---
output: html_document
---

# Exam exercise: Berkely admission data

You may use the combined lecture notes for this module available at
<https://asta.math.aau.dk> to guide you to the relevant methods and R commands
for this exam.

Remember to load the `mosaic` package first:
```{r message=FALSE}
library(mosaic)
```


The following table shows the total number of admitted and rejected applicants to the six largest departments in Berkeley in 1973.

|       | Admitted| Rejected|
|:------|--------:|--------:|
|Male   |     1198|     1493|
|Female |      557|     1278|

Use a $\chi^2$-test to check whether the admission statistics for
Berkeley show any sign of gender discrimination. To enter the table
in R you can do:

```{r}
admit <- matrix(c(1198, 557, 1493, 1278), 2, 2)
rownames(admit) <- c("Male", "Female")
colnames(admit) <- c("Admitted", "Rejected")
admit <- as.table(admit)
```

Your analysis should as a minimum contain:

- Statement of hypotheses
- Calculation of expected frequencies
- Calculation of test statistic
- Calculation and interpretation of p-value.

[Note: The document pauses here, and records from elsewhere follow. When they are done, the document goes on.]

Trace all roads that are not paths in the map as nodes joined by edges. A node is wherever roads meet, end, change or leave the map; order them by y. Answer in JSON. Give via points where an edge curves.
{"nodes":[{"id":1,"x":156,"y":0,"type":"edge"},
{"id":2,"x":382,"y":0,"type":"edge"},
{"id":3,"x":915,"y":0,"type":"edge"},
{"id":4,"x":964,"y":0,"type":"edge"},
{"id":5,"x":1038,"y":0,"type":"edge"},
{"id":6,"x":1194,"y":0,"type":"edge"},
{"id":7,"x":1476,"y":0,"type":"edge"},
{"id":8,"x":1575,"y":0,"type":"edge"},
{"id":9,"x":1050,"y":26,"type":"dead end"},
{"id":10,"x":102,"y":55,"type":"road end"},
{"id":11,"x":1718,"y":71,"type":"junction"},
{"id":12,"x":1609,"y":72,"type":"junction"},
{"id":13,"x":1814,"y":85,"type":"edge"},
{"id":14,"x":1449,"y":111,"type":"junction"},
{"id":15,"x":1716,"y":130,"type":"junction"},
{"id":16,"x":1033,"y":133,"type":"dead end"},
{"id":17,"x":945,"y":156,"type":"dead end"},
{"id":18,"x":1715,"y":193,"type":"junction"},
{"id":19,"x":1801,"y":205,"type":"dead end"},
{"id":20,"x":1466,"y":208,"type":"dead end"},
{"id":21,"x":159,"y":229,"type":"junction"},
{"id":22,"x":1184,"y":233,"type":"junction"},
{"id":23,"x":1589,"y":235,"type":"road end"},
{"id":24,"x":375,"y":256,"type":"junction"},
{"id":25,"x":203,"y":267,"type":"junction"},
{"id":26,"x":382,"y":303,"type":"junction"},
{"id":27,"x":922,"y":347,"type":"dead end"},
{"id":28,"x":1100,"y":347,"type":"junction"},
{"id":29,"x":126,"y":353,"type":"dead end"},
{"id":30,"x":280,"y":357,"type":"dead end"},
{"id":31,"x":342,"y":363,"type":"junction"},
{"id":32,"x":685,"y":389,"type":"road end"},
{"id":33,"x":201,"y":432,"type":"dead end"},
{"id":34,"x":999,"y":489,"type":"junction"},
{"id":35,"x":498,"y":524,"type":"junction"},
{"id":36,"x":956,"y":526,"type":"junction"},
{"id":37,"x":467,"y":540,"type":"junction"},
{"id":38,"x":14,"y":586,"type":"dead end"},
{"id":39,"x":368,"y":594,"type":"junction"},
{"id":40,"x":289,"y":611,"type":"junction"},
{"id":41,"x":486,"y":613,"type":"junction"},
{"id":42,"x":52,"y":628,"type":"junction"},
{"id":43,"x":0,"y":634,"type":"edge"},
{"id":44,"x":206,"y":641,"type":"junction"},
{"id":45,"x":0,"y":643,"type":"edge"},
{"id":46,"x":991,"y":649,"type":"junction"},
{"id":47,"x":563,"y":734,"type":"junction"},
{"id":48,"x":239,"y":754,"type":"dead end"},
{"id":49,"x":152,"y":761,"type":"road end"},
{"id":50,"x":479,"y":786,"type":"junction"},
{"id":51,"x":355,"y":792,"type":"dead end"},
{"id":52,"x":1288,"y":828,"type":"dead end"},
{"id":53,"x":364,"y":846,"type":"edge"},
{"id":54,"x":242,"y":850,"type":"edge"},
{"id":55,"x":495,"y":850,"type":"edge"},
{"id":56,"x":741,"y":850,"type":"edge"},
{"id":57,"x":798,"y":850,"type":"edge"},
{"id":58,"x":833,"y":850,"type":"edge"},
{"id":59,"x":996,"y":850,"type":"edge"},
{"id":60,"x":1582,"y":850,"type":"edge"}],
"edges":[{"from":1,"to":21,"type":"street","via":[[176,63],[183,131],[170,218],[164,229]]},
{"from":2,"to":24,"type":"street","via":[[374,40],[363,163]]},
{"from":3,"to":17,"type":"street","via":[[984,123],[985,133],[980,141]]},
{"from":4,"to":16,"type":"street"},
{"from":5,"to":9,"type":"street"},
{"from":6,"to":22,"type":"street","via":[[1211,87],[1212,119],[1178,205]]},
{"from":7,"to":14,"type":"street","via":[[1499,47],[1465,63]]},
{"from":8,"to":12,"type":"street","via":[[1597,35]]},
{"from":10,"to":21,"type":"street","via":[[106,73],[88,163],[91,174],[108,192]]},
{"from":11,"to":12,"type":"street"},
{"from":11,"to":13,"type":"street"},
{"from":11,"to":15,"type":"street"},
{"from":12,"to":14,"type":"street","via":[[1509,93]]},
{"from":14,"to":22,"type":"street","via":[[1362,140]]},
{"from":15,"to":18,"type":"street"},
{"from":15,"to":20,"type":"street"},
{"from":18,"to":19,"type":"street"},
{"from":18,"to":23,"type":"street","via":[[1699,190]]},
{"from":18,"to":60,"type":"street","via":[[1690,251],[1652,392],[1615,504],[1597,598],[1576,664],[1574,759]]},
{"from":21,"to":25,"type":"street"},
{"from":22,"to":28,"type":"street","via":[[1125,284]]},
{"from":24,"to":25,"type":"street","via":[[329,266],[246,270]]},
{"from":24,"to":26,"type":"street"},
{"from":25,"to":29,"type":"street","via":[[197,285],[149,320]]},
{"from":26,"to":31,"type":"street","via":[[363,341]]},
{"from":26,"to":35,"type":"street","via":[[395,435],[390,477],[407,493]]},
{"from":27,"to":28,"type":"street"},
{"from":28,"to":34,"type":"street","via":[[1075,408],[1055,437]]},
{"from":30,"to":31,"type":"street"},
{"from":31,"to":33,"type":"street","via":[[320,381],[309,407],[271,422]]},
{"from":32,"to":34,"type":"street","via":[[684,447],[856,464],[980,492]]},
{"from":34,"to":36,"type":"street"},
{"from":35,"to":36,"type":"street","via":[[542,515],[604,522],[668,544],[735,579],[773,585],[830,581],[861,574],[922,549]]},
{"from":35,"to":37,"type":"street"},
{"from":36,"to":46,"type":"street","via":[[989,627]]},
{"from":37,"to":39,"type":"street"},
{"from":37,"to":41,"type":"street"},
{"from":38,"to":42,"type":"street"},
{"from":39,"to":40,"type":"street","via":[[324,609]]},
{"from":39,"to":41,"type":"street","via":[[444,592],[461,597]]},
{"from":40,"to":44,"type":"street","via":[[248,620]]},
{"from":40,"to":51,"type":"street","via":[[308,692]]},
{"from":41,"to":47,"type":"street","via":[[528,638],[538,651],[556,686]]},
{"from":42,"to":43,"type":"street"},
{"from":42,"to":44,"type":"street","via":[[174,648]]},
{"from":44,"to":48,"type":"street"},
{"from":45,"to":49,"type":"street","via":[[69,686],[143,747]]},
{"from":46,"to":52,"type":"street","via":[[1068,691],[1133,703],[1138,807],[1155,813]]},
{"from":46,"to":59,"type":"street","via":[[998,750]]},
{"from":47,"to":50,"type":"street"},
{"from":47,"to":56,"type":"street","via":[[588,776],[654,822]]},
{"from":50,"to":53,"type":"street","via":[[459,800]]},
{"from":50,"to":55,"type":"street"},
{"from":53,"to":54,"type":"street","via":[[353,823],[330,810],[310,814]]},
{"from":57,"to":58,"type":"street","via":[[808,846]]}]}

A more detailed data set with the admissions for each department is 
available on the course web page. The variables are:

- `Admit` (admitted/rejected)
- `Gender` (male/female)
- `Dept` (department A, B, C, D, E, F)
- `Freq` (freqency of each combination)

Load the data into RStudio:
```{r }
admission <- read.delim("http://asta.math.aau.dk/dan/static/datasets?file=admission.txt")
```

Using this data set you have to:

- Make the saturated model in RStudio
- Use `drop1` to test whether the model can be simplified.
- Even if the model cannot be simplified; make the simpler model `Dept*Gender + Dept*Admit`.
- Calculate the expected table and residuals for this simpler model.
- Find out which department deviates most from this model.
- Which kind of gender discrimination appears to be present?

Now we remove department A by removing the rows 1,2,3,4 (assuming the
data is in a `data.frame` called `admission` and that
department A is in the first four rows):
```{r eval=FALSE}
noA <- admission[-(1:4),]
```

Use this reduced dataset to conduct a new analysis which as a minimum
contains

- Succesive removal of model terms using `drop1` and `update` starting from the saturated model.
- A graphical representation and interpretation of the final model for this dataset.